Broadcasts a transaction to the currently connected nodes on the backend. Clients are advised to find their own broadcast method and use leave this as a backup method. An example might be running a broadcast daemon on localhost that is responsible for actually checking a transaction gets delivered to the network and responding back if it wasn’t accepted. Obelisk does not do this - it simply relays the transaction straight onto connected nodes.

4.4. Address

These commands are prefixed with “address.”. For instance “address.fetch_history”.

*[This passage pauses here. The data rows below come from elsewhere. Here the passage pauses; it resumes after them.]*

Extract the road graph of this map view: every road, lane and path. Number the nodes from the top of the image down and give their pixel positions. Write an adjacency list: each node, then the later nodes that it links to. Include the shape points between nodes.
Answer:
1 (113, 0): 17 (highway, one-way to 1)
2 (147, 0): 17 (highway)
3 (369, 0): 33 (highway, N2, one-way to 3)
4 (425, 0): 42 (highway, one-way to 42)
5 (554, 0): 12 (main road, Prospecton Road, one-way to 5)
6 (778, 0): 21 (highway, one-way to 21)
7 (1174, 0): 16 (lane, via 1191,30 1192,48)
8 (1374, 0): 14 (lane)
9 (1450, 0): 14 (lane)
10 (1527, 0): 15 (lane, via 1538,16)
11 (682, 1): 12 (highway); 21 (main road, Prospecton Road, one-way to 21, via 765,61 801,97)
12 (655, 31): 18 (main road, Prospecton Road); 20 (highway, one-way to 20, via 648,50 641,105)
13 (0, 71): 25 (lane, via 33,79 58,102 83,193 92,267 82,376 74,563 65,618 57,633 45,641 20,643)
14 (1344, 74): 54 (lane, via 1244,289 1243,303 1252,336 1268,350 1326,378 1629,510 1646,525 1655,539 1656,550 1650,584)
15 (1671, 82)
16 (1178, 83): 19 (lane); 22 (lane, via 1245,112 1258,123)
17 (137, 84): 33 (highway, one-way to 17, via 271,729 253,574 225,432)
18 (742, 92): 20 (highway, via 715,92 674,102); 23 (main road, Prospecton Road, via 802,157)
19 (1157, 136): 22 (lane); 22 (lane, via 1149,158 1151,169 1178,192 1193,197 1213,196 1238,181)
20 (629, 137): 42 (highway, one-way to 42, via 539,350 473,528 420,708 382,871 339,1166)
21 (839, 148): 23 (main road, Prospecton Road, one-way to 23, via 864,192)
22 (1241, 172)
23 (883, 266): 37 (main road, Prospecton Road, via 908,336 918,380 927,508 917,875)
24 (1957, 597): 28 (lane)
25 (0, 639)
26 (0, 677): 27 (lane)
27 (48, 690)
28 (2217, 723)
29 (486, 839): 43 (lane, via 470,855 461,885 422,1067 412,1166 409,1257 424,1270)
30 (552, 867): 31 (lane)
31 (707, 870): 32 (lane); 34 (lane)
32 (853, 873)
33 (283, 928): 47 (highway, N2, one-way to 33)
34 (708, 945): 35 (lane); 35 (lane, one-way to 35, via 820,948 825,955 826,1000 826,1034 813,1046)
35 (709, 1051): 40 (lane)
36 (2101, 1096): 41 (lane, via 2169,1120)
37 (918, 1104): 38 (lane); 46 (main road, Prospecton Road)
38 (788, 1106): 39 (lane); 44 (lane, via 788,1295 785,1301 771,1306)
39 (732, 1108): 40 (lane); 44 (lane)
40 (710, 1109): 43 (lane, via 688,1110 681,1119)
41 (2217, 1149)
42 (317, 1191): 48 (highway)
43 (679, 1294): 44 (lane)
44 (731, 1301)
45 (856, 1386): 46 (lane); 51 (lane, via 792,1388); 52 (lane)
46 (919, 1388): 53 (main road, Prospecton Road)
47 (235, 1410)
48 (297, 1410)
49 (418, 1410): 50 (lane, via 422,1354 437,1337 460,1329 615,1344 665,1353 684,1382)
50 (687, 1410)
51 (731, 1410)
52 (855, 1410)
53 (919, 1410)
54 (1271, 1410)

Request address_version_byte(1) + address_hash(20) + from_height(4)
Reply ec(4) + row_list

from_height indicates the starting height of the fetch_history() operation. This is to avoid potentially redundant re-fetching of the entire history when repeatedly calling fetch_history(). Typically the client before shutdown will save the current version of their history along with the latest block height and hash. Upon restarting, the client will call fetch_history() with the saved block height. Then the client would query blockchain::fetch_block_header() to compare the block hash is the same as during shutdown. If the block hash has changed then it’s apt to call fetch_history() with a from_height of 0.

The row_list size is calculated using (reply_data.size() - 4) / row_size. Each row represents a credit/debit pairing. The output sending credit, and the spend of that money (if any exists). If the output/spend is unconfirmed then the block height is set to 0.

Row Fields Type Description
output hash hash(32) Transaction hash of the output.
output index uint32(4) Index of the output.
output height uint32(4) Block height containing output transaction.
value (Satoshis) uint64(8) Satoshi value of credit.
spend hash hash(32) Transaction hash of input spend (0x00...00 if none).
spend index uint32(4) Input index.
spend height uint32(4) Block height containing input spend transaction.

By polling the latest block height, the client can display the number of confirmations. We don’t need to worried about consistency and polling from the same worker as confirmations are aesthetic and part of gradual network consensus.